Tue, May 21 2013
Bulgarians often use the expression "Olympic calmness" as a way to ironically refer to someone who simply does not care about what others think of his actions. It is a good expression, I think, and it fits very well with all major public scandals that have been happening in this country for the past 19 years.
The last time I thought of using this expression was when I saw how the Bulgarian Weightlifting Federation reacted to the news that the entire Bulgarian weightlifting team was tested positive for doping by the doping police. Notwithstanding the fact that the team was banned from participating in the games, which is just another blow to the country's image abroad, I was stunned to see that Bulgarian weightlifting officials showed an "Olympic calmness" and talked about everything else rather than assuming responsibility for the scandal. I cannot imagine a bigger crisis for a sports federation than letting its entire team be tested positive for doping a month-and-a-half before the start of the Olympics.
And bear in mind that weightlifters are traditionally Bulgaria's strongest weapon at every Olympic Games, carrying most of the country's hopes for medals. That was one of the reasons why the media reacted with less interest to the news that a young Bulgarian shooter was banned from the Olympics because she was tested positive for cocaine use.
So back to the federation.

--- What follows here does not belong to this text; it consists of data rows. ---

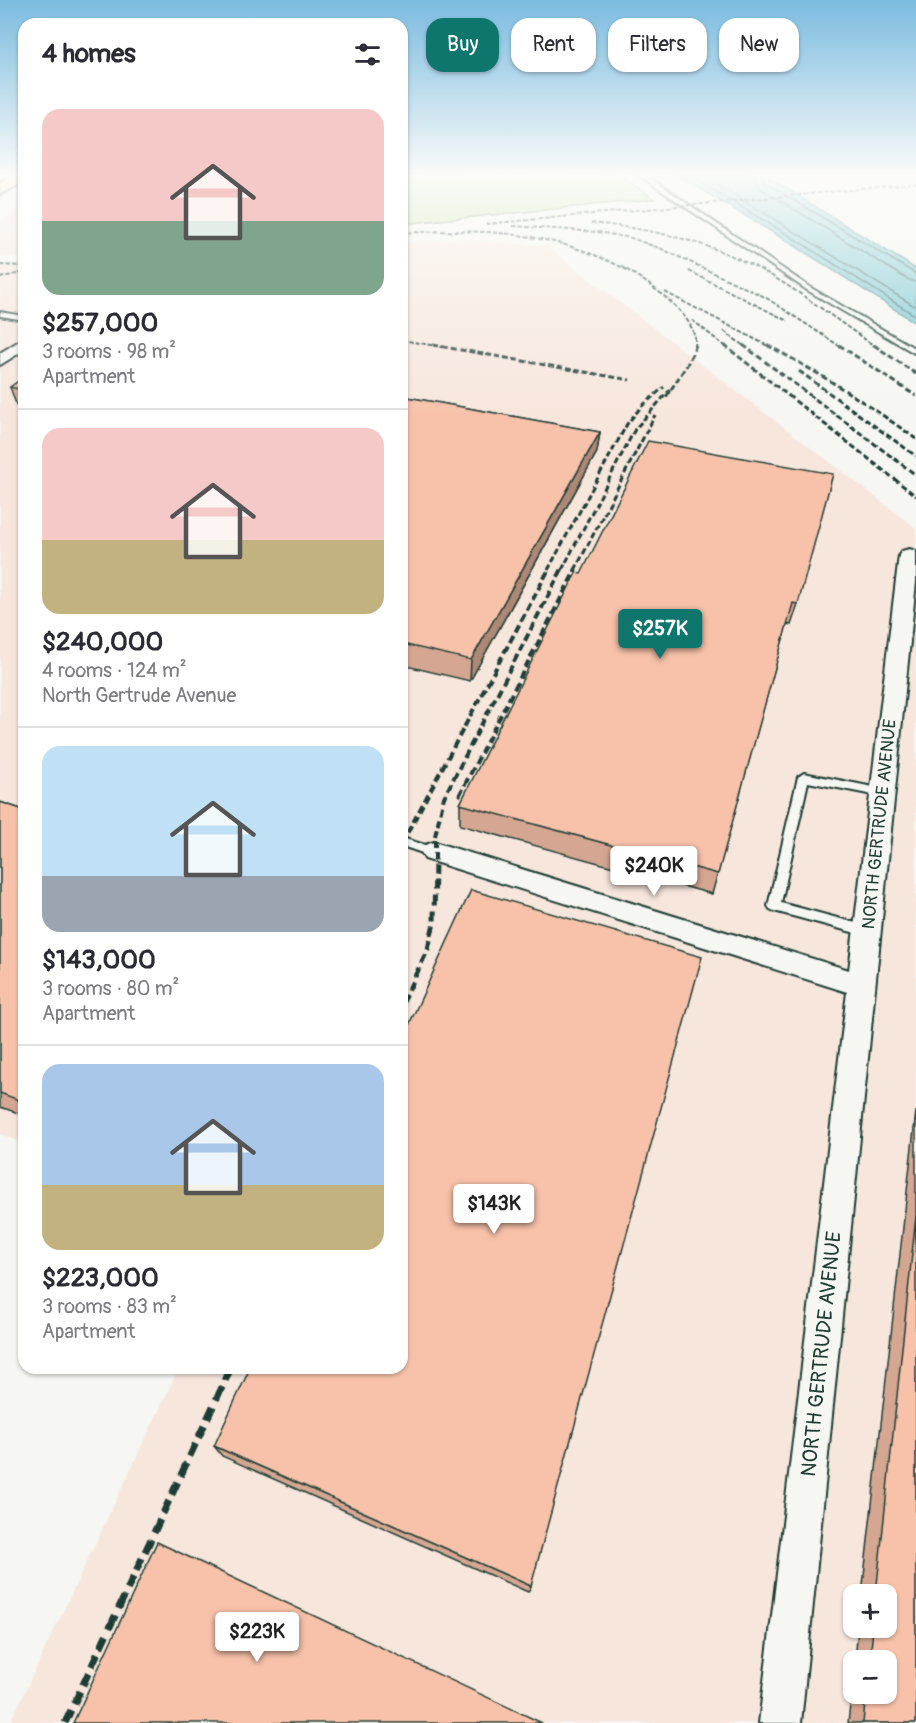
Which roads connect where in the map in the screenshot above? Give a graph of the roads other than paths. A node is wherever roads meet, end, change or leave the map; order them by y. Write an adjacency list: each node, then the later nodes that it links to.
1 (758, 254): 5 (lane)
2 (0, 314): 3 (lane)
3 (18, 317)
4 (18, 347): 6 (street)
5 (916, 351)
6 (0, 360)
7 (909, 555): 8 (street, NORTH GERTRUDE AVENUE)
8 (883, 794): 11 (street, NORTH GERTRUDE AVENUE); 11 (lane)
9 (408, 844): 10 (lane)
10 (434, 852): 12 (street)
11 (867, 931): 12 (street, NORTH GERTRUDE AVENUE)
12 (861, 985): 13 (street, NORTH GERTRUDE AVENUE)
13 (780, 1723)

When the news broke we all heard them talking about the damages Bulgaria has suffered, that the country was once again the target of a world conspiracy and a victim of double-standards.
Nothing was said about filing resignations, nothing. So what was the signal athletes in Bulgaria got from all this? "Sorry, guys, your life-long efforts in training for the Olympics are not worth a single resignation from our side, thank you very much and hope you can find something else to do for the rest of your life". The weightlifters in most cases have been selected from early age from schools all around Bulgaria and have been practising, ever since following the advice of their trainers and doctors. And now when these experts have failed them it is the athletes that will suffer all the consequences. They will have to try and find themselves a new place in Bulgarian society and be given as an example every time a world media decided to write about doping in sport.
I had a friend who used to train real hard hoping to go to the Olympics. She failed eventually because she could not afford the high-quality drugs and the high-quality doctors to take care of her. This friend of mine told me that timing was the most important thing in one's training. You should know how your body works, how long it takes to clean itself from the drugs so that you can plan when to go and enter a sport event. The better the drugs, the more reliable timing you get, she said. After all, this was why doping cops started doing sudden checks.
So if we assume, with a tinge of sadness, that everybody takes drugs, then in the case of the 11 Bulgarian weightlifters it should be the physicians and the trainers that should be blamed for the positive tests. And yet nothing has been said about them being held responsible although there were comments that they were devastated by the news. The same applies to the big bosses from the federation who have entrusted athletes to the hands of their trainers. They have been asked to resign several times but nothing like this has happened. A clear case of Olympic calmness, one might say.